ENTRIES PROVIDED:

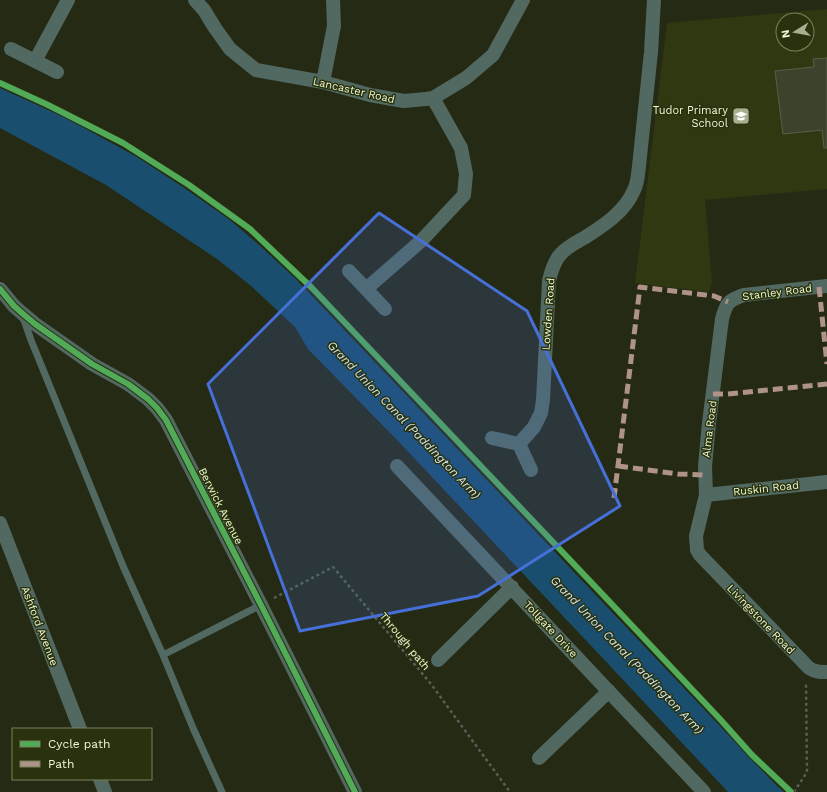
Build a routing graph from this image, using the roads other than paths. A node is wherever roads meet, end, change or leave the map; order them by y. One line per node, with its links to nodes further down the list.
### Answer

==

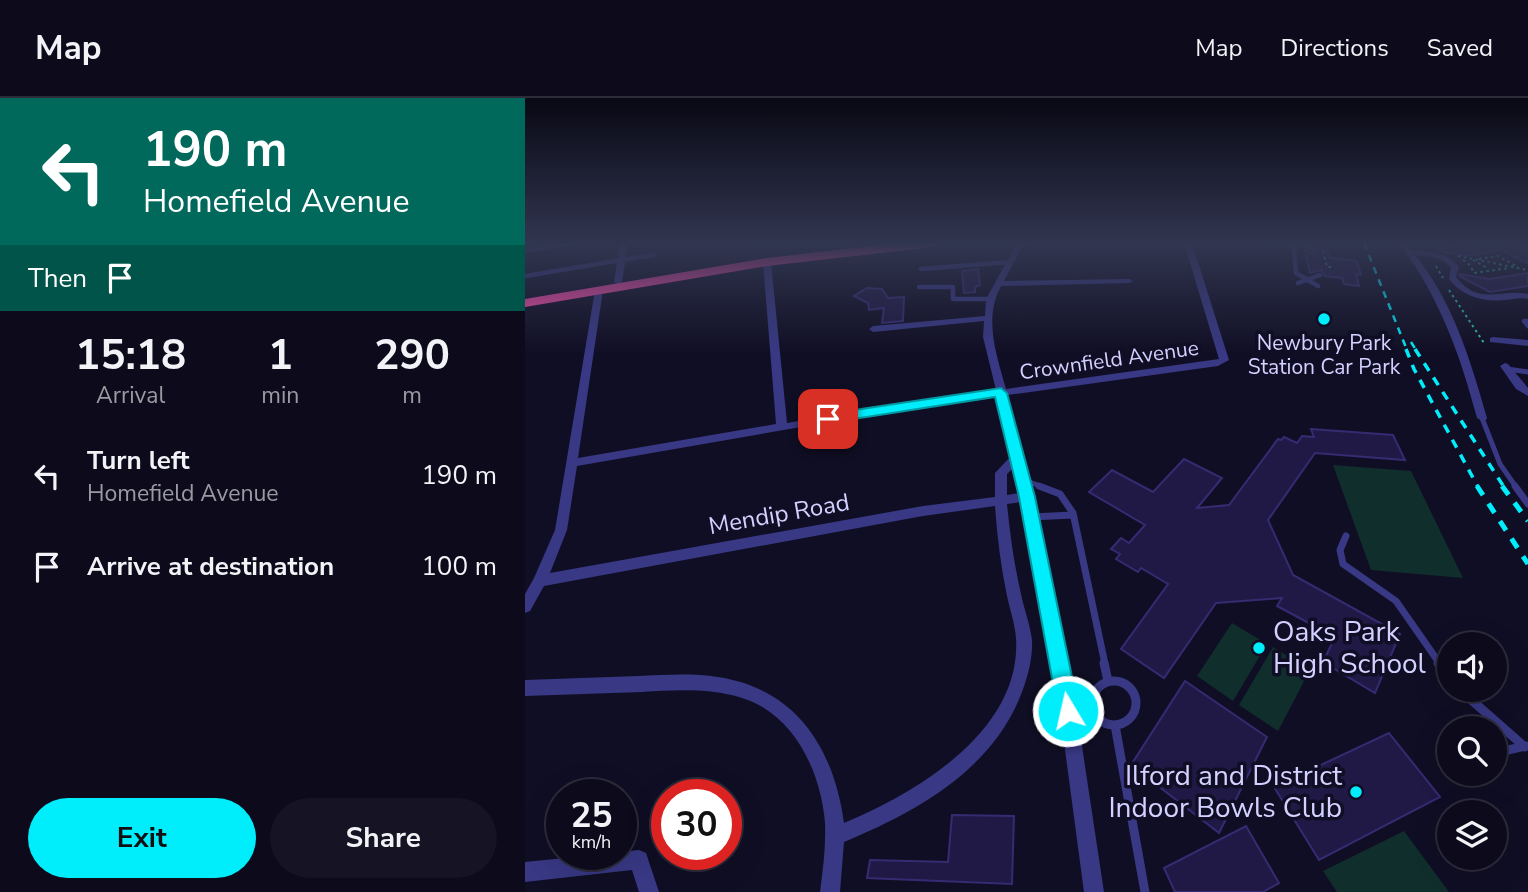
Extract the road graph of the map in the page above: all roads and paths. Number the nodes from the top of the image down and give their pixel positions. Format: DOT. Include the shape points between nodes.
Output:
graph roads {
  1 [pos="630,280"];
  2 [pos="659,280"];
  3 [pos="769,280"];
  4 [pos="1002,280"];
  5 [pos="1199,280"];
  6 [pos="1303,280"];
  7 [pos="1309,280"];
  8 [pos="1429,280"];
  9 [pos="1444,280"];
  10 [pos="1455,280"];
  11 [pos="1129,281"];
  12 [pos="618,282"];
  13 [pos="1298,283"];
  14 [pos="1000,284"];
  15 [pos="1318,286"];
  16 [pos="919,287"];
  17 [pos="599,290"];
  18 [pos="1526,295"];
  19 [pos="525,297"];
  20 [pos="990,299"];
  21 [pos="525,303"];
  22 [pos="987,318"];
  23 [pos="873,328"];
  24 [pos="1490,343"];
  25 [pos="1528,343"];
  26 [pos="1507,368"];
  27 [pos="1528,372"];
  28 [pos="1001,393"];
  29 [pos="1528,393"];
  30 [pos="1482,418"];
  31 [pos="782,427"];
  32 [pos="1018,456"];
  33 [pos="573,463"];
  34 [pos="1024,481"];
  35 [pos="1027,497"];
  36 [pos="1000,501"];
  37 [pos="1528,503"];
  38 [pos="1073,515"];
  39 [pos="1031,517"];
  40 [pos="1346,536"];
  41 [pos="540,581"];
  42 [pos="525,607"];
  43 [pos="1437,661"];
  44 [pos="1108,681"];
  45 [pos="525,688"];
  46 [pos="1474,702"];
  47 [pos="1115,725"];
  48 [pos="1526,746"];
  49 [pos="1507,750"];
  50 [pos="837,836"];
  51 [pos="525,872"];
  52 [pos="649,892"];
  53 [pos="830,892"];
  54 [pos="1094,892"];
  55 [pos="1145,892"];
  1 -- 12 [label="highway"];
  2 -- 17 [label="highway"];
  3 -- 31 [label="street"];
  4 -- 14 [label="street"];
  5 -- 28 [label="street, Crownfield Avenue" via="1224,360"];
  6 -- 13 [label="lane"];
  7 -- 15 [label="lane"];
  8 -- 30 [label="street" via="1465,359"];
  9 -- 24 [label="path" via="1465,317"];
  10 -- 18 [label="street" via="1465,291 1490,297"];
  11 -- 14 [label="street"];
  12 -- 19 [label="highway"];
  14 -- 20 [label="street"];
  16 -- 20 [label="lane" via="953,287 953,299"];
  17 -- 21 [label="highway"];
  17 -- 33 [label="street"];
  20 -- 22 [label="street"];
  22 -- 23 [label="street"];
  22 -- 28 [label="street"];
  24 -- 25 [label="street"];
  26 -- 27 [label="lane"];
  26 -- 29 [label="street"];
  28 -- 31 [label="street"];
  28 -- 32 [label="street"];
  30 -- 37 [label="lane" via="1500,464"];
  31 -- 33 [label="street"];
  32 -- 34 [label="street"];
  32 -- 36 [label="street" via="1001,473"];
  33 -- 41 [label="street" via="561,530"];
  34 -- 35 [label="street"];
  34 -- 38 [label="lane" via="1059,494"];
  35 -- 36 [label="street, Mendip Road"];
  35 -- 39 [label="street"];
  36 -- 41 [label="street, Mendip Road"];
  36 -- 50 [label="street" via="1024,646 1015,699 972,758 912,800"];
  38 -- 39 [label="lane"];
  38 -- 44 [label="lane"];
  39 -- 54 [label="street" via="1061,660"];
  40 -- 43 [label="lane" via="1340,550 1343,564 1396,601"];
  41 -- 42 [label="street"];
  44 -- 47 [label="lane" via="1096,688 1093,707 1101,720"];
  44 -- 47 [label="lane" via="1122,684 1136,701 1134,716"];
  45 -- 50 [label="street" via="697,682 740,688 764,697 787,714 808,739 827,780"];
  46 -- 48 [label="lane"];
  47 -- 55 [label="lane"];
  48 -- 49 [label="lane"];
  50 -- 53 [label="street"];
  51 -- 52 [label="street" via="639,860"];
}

* * *

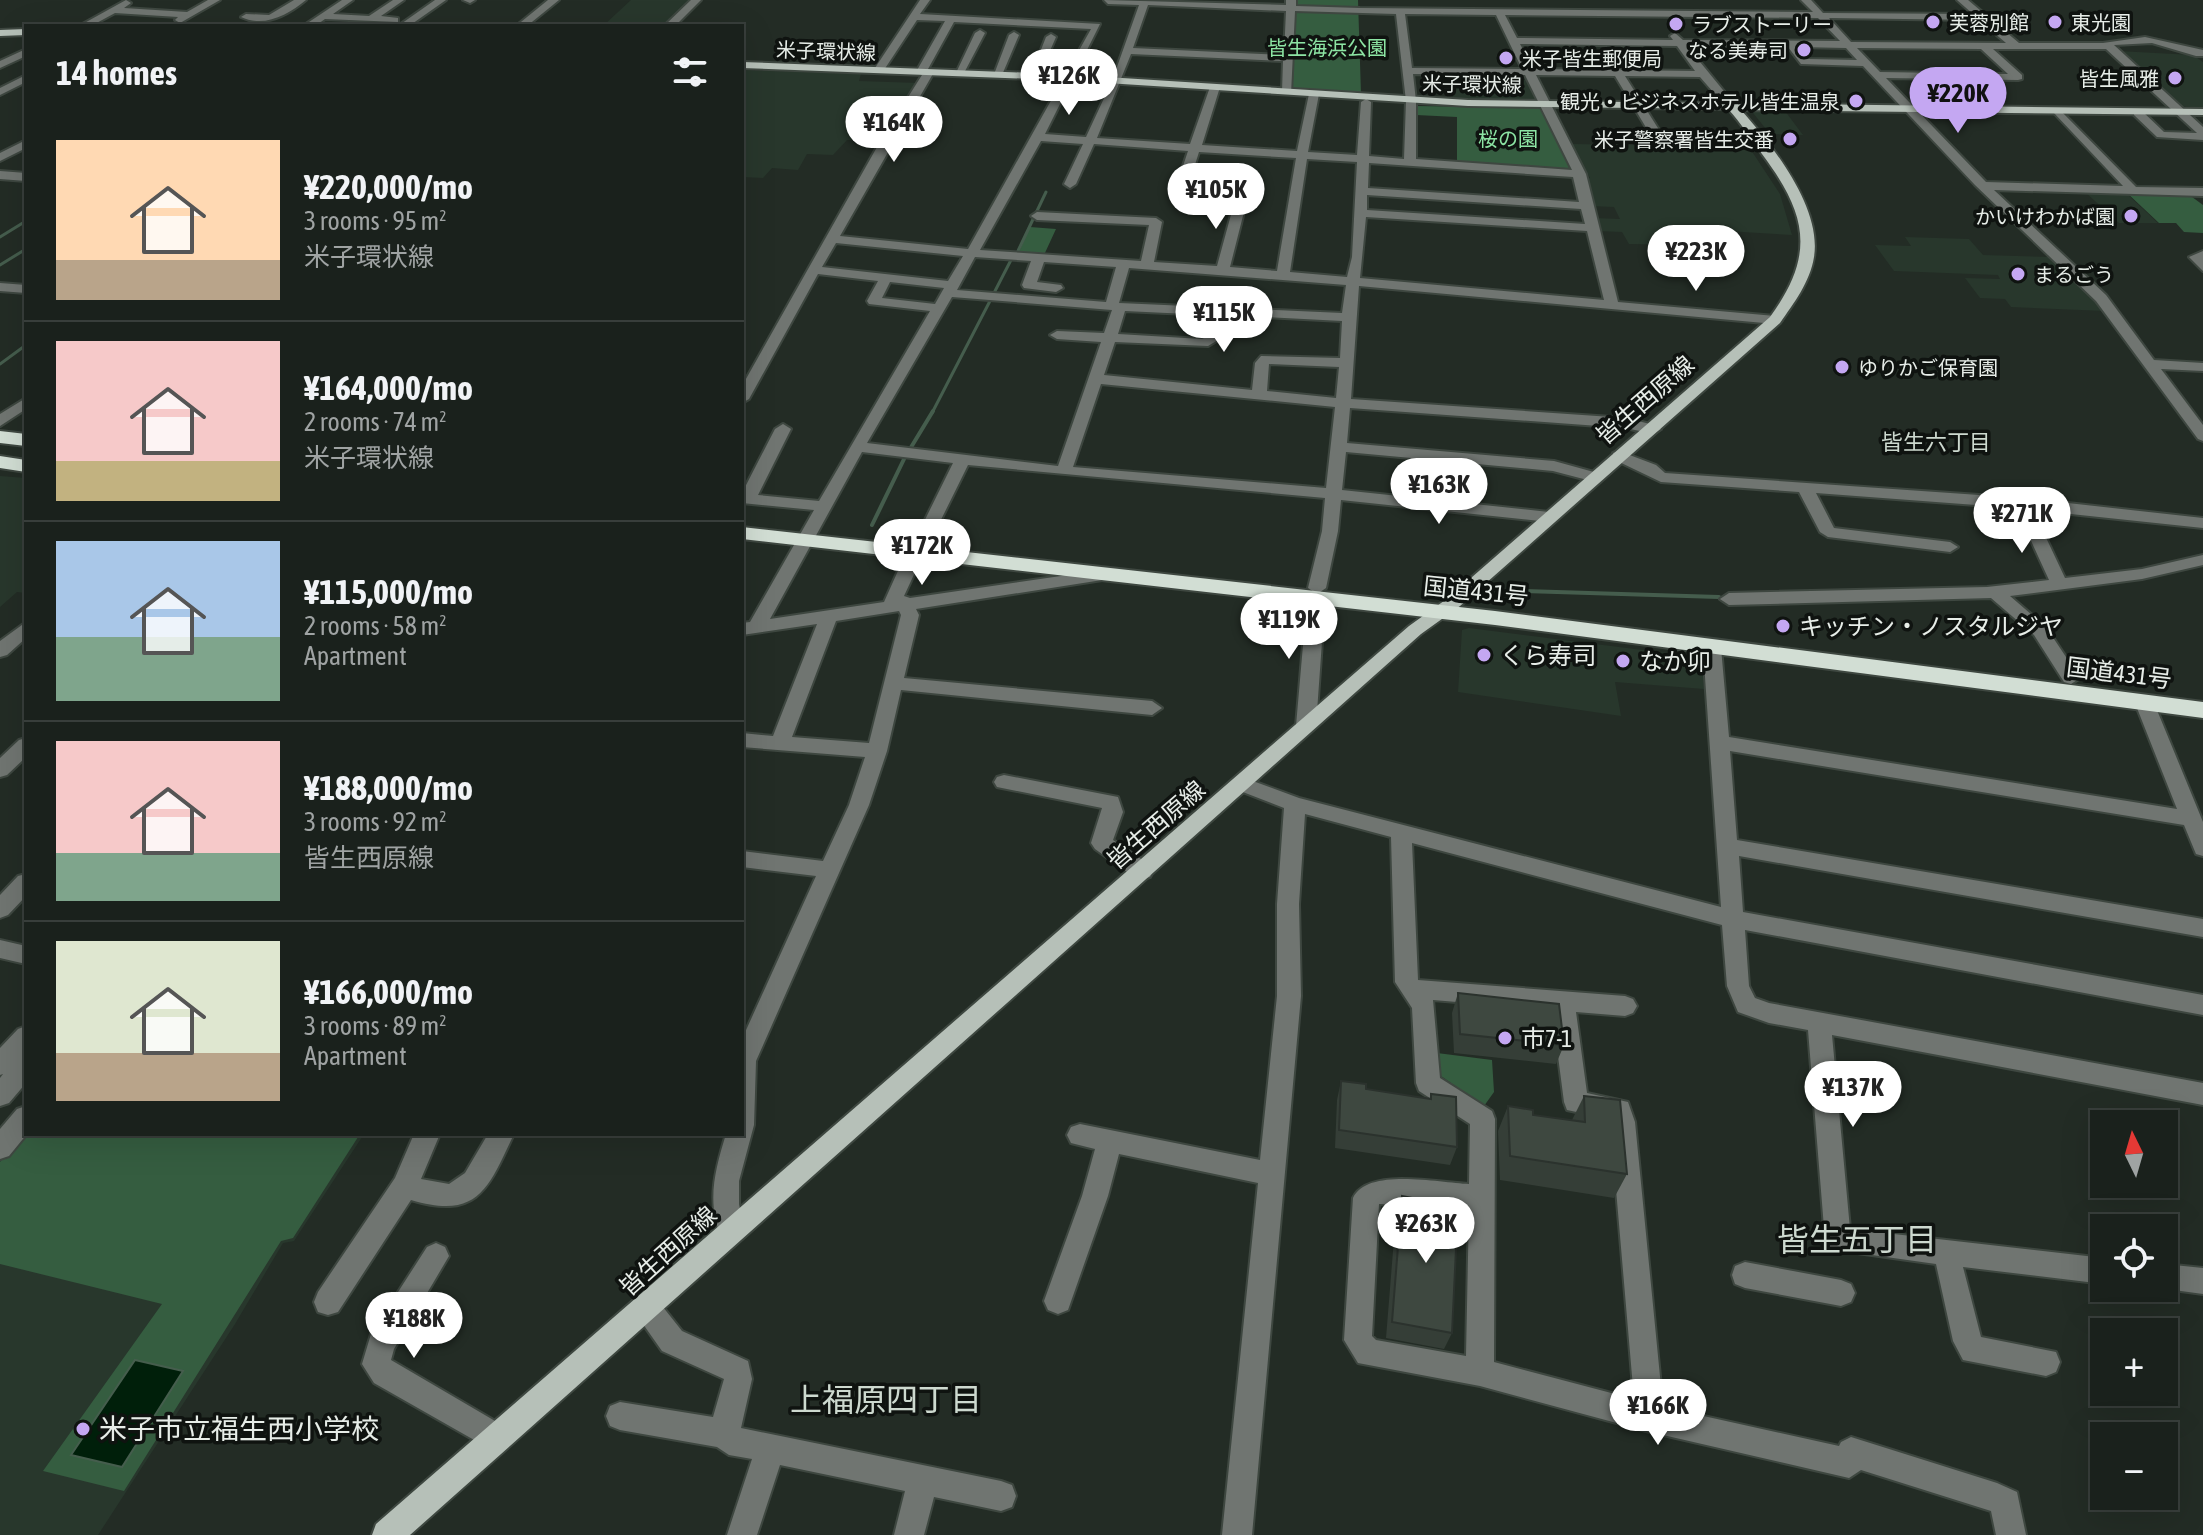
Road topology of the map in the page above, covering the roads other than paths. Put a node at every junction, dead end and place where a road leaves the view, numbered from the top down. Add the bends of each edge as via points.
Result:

EXERCISE AIM:
Search the entries for the string "other" and return each line where it turns up.

EXERCISE OUTPUT:
Build a routing graph from this image, using the roads other than paths. A node is wherever roads meet, end, change or leave the map; order them by y. One line per node, with its links to nodes further down the list.
Road topology of the map in the page above, covering the roads other than paths. Put a node at every junction, dead end and place where a road leaves the view, numbered from the top down. Add the bends of each edge as via points.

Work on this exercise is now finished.